- [Your assignment]:
The copy you give must match the records exactly, except that it holds no images.

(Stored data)
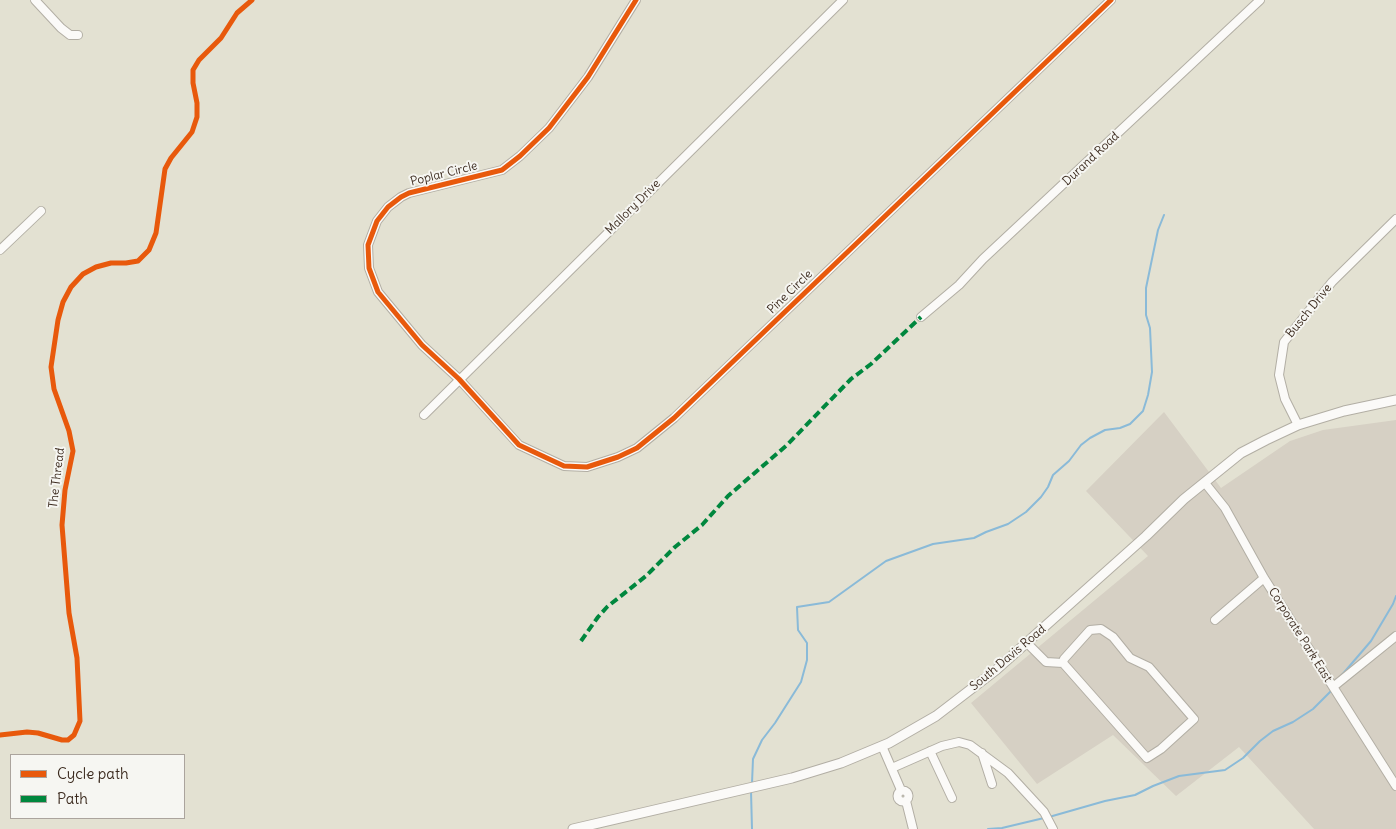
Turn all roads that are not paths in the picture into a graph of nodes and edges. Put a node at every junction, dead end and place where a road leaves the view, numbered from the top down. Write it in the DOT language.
graph roads {
  1 [pos="35,0"];
  2 [pos="636,0"];
  3 [pos="843,0"];
  4 [pos="1111,0"];
  5 [pos="1260,0"];
  6 [pos="78,36"];
  7 [pos="41,211"];
  8 [pos="1396,219"];
  9 [pos="0,250"];
  10 [pos="921,317"];
  11 [pos="459,379"];
  12 [pos="1396,400"];
  13 [pos="424,415"];
  14 [pos="1298,425"];
  15 [pos="1205,483"];
  16 [pos="1264,578"];
  17 [pos="1214,620"];
  18 [pos="1396,636"];
  19 [pos="1027,642"];
  20 [pos="1063,663"];
  21 [pos="1333,686"];
  22 [pos="882,746"];
  23 [pos="930,751"];
  24 [pos="982,753"];
  25 [pos="892,768"];
  26 [pos="992,784"];
  27 [pos="1396,786"];
  28 [pos="952,798"];
  29 [pos="573,829"];
  30 [pos="913,829"];
  31 [pos="1053,829"];
  1 -- 6 [label="street"];
  2 -- 11 [label="street, Poplar Circle"];
  3 -- 11 [label="street, Mallory Drive"];
  4 -- 11 [label="street, Pine Circle"];
  5 -- 10 [label="street, Durand Road"];
  7 -- 9 [label="street"];
  8 -- 14 [label="street, Busch Drive"];
  11 -- 13 [label="street, Mallory Drive"];
  12 -- 14 [label="main road, South Davis Road"];
  14 -- 15 [label="main road, South Davis Road"];
  15 -- 16 [label="street, Corporate Park East"];
  15 -- 19 [label="main road, South Davis Road"];
  16 -- 17 [label="street"];
  16 -- 21 [label="street, Corporate Park East"];
  18 -- 21 [label="street"];
  19 -- 20 [label="street"];
  19 -- 22 [label="main road, South Davis Road"];
  20 -- 20 [label="street"];
  21 -- 27 [label="street, Corporate Park East"];
  22 -- 25 [label="street"];
  22 -- 29 [label="main road, South Davis Road"];
  23 -- 24 [label="street"];
  23 -- 25 [label="street"];
  23 -- 28 [label="street"];
  24 -- 26 [label="street"];
  24 -- 31 [label="street"];
  25 -- 30 [label="street"];
}
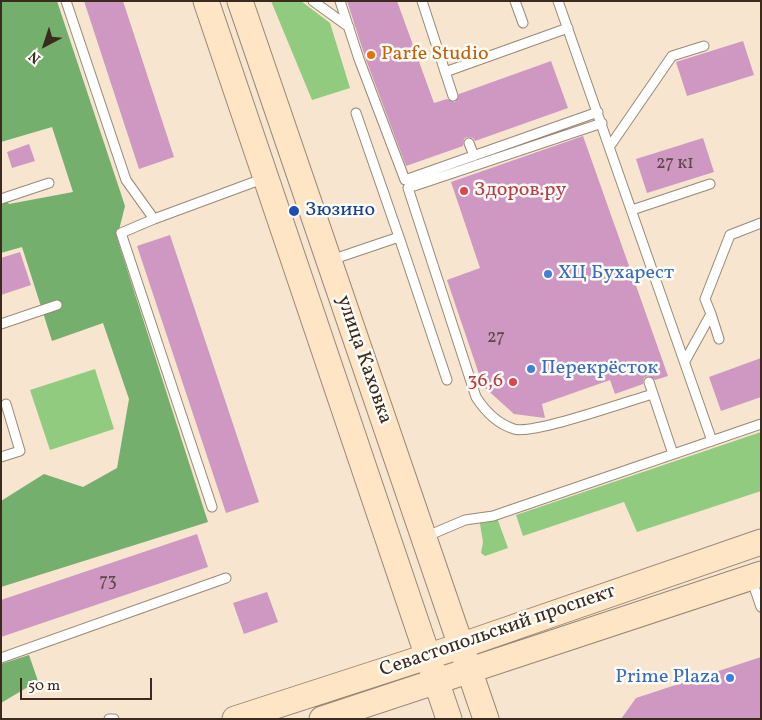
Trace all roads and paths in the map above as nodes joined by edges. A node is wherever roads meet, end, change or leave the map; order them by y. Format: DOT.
graph roads {
  1 [pos="66,1"];
  2 [pos="206,1"];
  3 [pos="240,1"];
  4 [pos="313,1"];
  5 [pos="340,1"];
  6 [pos="422,1"];
  7 [pos="515,1"];
  8 [pos="558,1"];
  9 [pos="523,23"];
  10 [pos="349,27"];
  11 [pos="568,28"];
  12 [pos="704,46"];
  13 [pos="445,72"];
  14 [pos="453,96"];
  15 [pos="598,112"];
  16 [pos="356,113"];
  17 [pos="602,124"];
  18 [pos="469,144"];
  19 [pos="610,146"];
  20 [pos="474,156"];
  21 [pos="265,178"];
  22 [pos="48,183"];
  23 [pos="710,184"];
  24 [pos="1,199"];
  25 [pos="632,210"];
  26 [pos="154,219"];
  27 [pos="761,224"];
  28 [pos="399,237"];
  29 [pos="329,261"];
  30 [pos="57,305"];
  31 [pos="711,314"];
  32 [pos="1,324"];
  33 [pos="719,339"];
  34 [pos="685,361"];
  35 [pos="448,380"];
  36 [pos="649,382"];
  37 [pos="652,394"];
  38 [pos="6,404"];
  39 [pos="761,424"];
  40 [pos="712,441"];
  41 [pos="673,454"];
  42 [pos="1,457"];
  43 [pos="212,508"];
  44 [pos="423,537"];
  45 [pos="761,542"];
  46 [pos="756,576"];
  47 [pos="226,578"];
  48 [pos="761,607"];
  49 [pos="460,646"];
  50 [pos="428,656"];
  51 [pos="1,658"];
  52 [pos="469,669"];
  53 [pos="436,680"];
  54 [pos="109,719"];
  55 [pos="114,719"];
  56 [pos="235,719"];
  57 [pos="322,719"];
  58 [pos="449,719"];
  59 [pos="486,719"];
  1 -- 26 [label="lane"];
  2 -- 21 [label="main road, улица Каховка"];
  3 -- 29 [label="main road, улица Каховка"];
  4 -- 10 [label="lane"];
  5 -- 10 [label="lane"];
  6 -- 13 [label="lane"];
  7 -- 9 [label="lane"];
  8 -- 11 [label="lane"];
  10 -- 20 [label="lane"];
  11 -- 13 [label="lane"];
  11 -- 15 [label="lane"];
  12 -- 19 [label="lane"];
  13 -- 14 [label="lane"];
  15 -- 17 [label="lane"];
  15 -- 20 [label="lane"];
  16 -- 28 [label="lane"];
  17 -- 19 [label="lane"];
  17 -- 37 [label="lane"];
  18 -- 20 [label="lane"];
  19 -- 25 [label="lane"];
  21 -- 26 [label="lane"];
  21 -- 50 [label="main road, улица Каховка"];
  22 -- 24 [label="lane"];
  23 -- 25 [label="lane"];
  25 -- 34 [label="lane"];
  26 -- 43 [label="lane"];
  27 -- 31 [label="lane"];
  28 -- 29 [label="lane"];
  28 -- 35 [label="lane"];
  29 -- 44 [label="main road, улица Каховка"];
  30 -- 32 [label="lane"];
  31 -- 33 [label="lane"];
  31 -- 34 [label="lane"];
  34 -- 40 [label="lane"];
  36 -- 37 [label="lane"];
  37 -- 41 [label="lane"];
  38 -- 42 [label="lane"];
  39 -- 40 [label="lane"];
  40 -- 41 [label="lane"];
  41 -- 44 [label="lane"];
  44 -- 49 [label="main road, улица Каховка"];
  45 -- 49 [label="main road, Севастопольский проспект"];
  46 -- 48 [label="lane"];
  46 -- 52 [label="main road, Севастопольский проспект"];
  47 -- 51 [label="lane"];
  49 -- 50 [label="main road, Севастопольский проспект"];
  49 -- 52 [label="main road, улица Каховка"];
  50 -- 53 [label="main road, улица Каховка"];
  50 -- 56 [label="main road, Севастопольский проспект"];
  52 -- 53 [label="main road, Севастопольский проспект"];
  52 -- 59 [label="main road, улица Каховка"];
  53 -- 57 [label="main road, Севастопольский проспект"];
  53 -- 58 [label="main road, улица Каховка"];
  54 -- 55 [label="lane"];
}
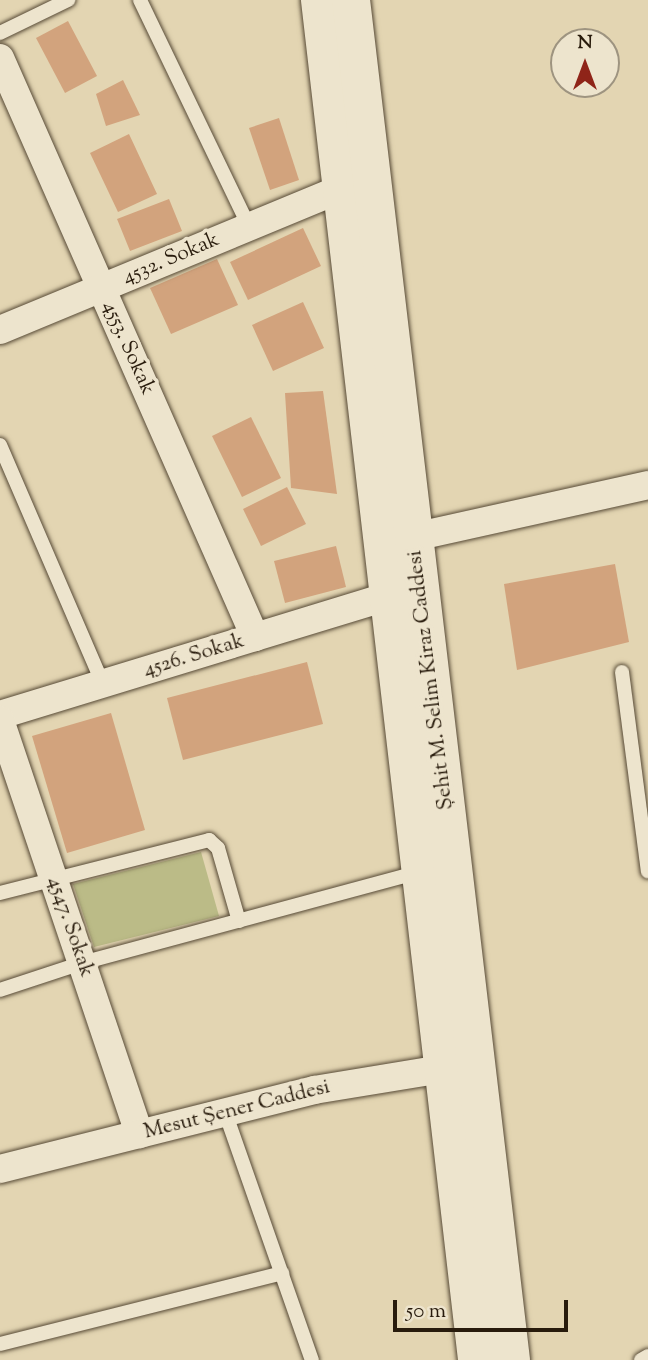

- [Written response]:
Turn all roads that are not paths in the picture into a graph of nodes and edges. Put a node at every junction, dead end and place where a road leaves the view, numbered from the top down. Write it in the DOT language.
graph roads {
  1 [pos="35,0"];
  2 [pos="636,0"];
  3 [pos="843,0"];
  4 [pos="1111,0"];
  5 [pos="1260,0"];
  6 [pos="78,36"];
  7 [pos="41,211"];
  8 [pos="1396,219"];
  9 [pos="0,250"];
  10 [pos="921,317"];
  11 [pos="459,379"];
  12 [pos="1396,400"];
  13 [pos="424,415"];
  14 [pos="1298,425"];
  15 [pos="1205,483"];
  16 [pos="1264,578"];
  17 [pos="1214,620"];
  18 [pos="1396,636"];
  19 [pos="1027,642"];
  20 [pos="1063,663"];
  21 [pos="1333,686"];
  22 [pos="882,746"];
  23 [pos="930,751"];
  24 [pos="982,753"];
  25 [pos="892,768"];
  26 [pos="992,784"];
  27 [pos="1396,786"];
  28 [pos="952,798"];
  29 [pos="573,829"];
  30 [pos="913,829"];
  31 [pos="1053,829"];
  1 -- 6 [label="street"];
  2 -- 11 [label="street, Poplar Circle"];
  3 -- 11 [label="street, Mallory Drive"];
  4 -- 11 [label="street, Pine Circle"];
  5 -- 10 [label="street, Durand Road"];
  7 -- 9 [label="street"];
  8 -- 14 [label="street, Busch Drive"];
  11 -- 13 [label="street, Mallory Drive"];
  12 -- 14 [label="main road, South Davis Road"];
  14 -- 15 [label="main road, South Davis Road"];
  15 -- 16 [label="street, Corporate Park East"];
  15 -- 19 [label="main road, South Davis Road"];
  16 -- 17 [label="street"];
  16 -- 21 [label="street, Corporate Park East"];
  18 -- 21 [label="street"];
  19 -- 20 [label="street"];
  19 -- 22 [label="main road, South Davis Road"];
  20 -- 20 [label="street"];
  21 -- 27 [label="street, Corporate Park East"];
  22 -- 25 [label="street"];
  22 -- 29 [label="main road, South Davis Road"];
  23 -- 24 [label="street"];
  23 -- 25 [label="street"];
  23 -- 28 [label="street"];
  24 -- 26 [label="street"];
  24 -- 31 [label="street"];
  25 -- 30 [label="street"];
}
Trace all roads and paths in the map above as nodes joined by edges. A node is wherever roads meet, end, change or leave the map; order them by y. Format: DOT.
graph roads {
  1 [pos="66,1"];
  2 [pos="206,1"];
  3 [pos="240,1"];
  4 [pos="313,1"];
  5 [pos="340,1"];
  6 [pos="422,1"];
  7 [pos="515,1"];
  8 [pos="558,1"];
  9 [pos="523,23"];
  10 [pos="349,27"];
  11 [pos="568,28"];
  12 [pos="704,46"];
  13 [pos="445,72"];
  14 [pos="453,96"];
  15 [pos="598,112"];
  16 [pos="356,113"];
  17 [pos="602,124"];
  18 [pos="469,144"];
  19 [pos="610,146"];
  20 [pos="474,156"];
  21 [pos="265,178"];
  22 [pos="48,183"];
  23 [pos="710,184"];
  24 [pos="1,199"];
  25 [pos="632,210"];
  26 [pos="154,219"];
  27 [pos="761,224"];
  28 [pos="399,237"];
  29 [pos="329,261"];
  30 [pos="57,305"];
  31 [pos="711,314"];
  32 [pos="1,324"];
  33 [pos="719,339"];
  34 [pos="685,361"];
  35 [pos="448,380"];
  36 [pos="649,382"];
  37 [pos="652,394"];
  38 [pos="6,404"];
  39 [pos="761,424"];
  40 [pos="712,441"];
  41 [pos="673,454"];
  42 [pos="1,457"];
  43 [pos="212,508"];
  44 [pos="423,537"];
  45 [pos="761,542"];
  46 [pos="756,576"];
  47 [pos="226,578"];
  48 [pos="761,607"];
  49 [pos="460,646"];
  50 [pos="428,656"];
  51 [pos="1,658"];
  52 [pos="469,669"];
  53 [pos="436,680"];
  54 [pos="109,719"];
  55 [pos="114,719"];
  56 [pos="235,719"];
  57 [pos="322,719"];
  58 [pos="449,719"];
  59 [pos="486,719"];
  1 -- 26 [label="lane"];
  2 -- 21 [label="main road, улица Каховка"];
  3 -- 29 [label="main road, улица Каховка"];
  4 -- 10 [label="lane"];
  5 -- 10 [label="lane"];
  6 -- 13 [label="lane"];
  7 -- 9 [label="lane"];
  8 -- 11 [label="lane"];
  10 -- 20 [label="lane"];
  11 -- 13 [label="lane"];
  11 -- 15 [label="lane"];
  12 -- 19 [label="lane"];
  13 -- 14 [label="lane"];
  15 -- 17 [label="lane"];
  15 -- 20 [label="lane"];
  16 -- 28 [label="lane"];
  17 -- 19 [label="lane"];
  17 -- 37 [label="lane"];
  18 -- 20 [label="lane"];
  19 -- 25 [label="lane"];
  21 -- 26 [label="lane"];
  21 -- 50 [label="main road, улица Каховка"];
  22 -- 24 [label="lane"];
  23 -- 25 [label="lane"];
  25 -- 34 [label="lane"];
  26 -- 43 [label="lane"];
  27 -- 31 [label="lane"];
  28 -- 29 [label="lane"];
  28 -- 35 [label="lane"];
  29 -- 44 [label="main road, улица Каховка"];
  30 -- 32 [label="lane"];
  31 -- 33 [label="lane"];
  31 -- 34 [label="lane"];
  34 -- 40 [label="lane"];
  36 -- 37 [label="lane"];
  37 -- 41 [label="lane"];
  38 -- 42 [label="lane"];
  39 -- 40 [label="lane"];
  40 -- 41 [label="lane"];
  41 -- 44 [label="lane"];
  44 -- 49 [label="main road, улица Каховка"];
  45 -- 49 [label="main road, Севастопольский проспект"];
  46 -- 48 [label="lane"];
  46 -- 52 [label="main road, Севастопольский проспект"];
  47 -- 51 [label="lane"];
  49 -- 50 [label="main road, Севастопольский проспект"];
  49 -- 52 [label="main road, улица Каховка"];
  50 -- 53 [label="main road, улица Каховка"];
  50 -- 56 [label="main road, Севастопольский проспект"];
  52 -- 53 [label="main road, Севастопольский проспект"];
  52 -- 59 [label="main road, улица Каховка"];
  53 -- 57 [label="main road, Севастопольский проспект"];
  53 -- 58 [label="main road, улица Каховка"];
  54 -- 55 [label="lane"];
}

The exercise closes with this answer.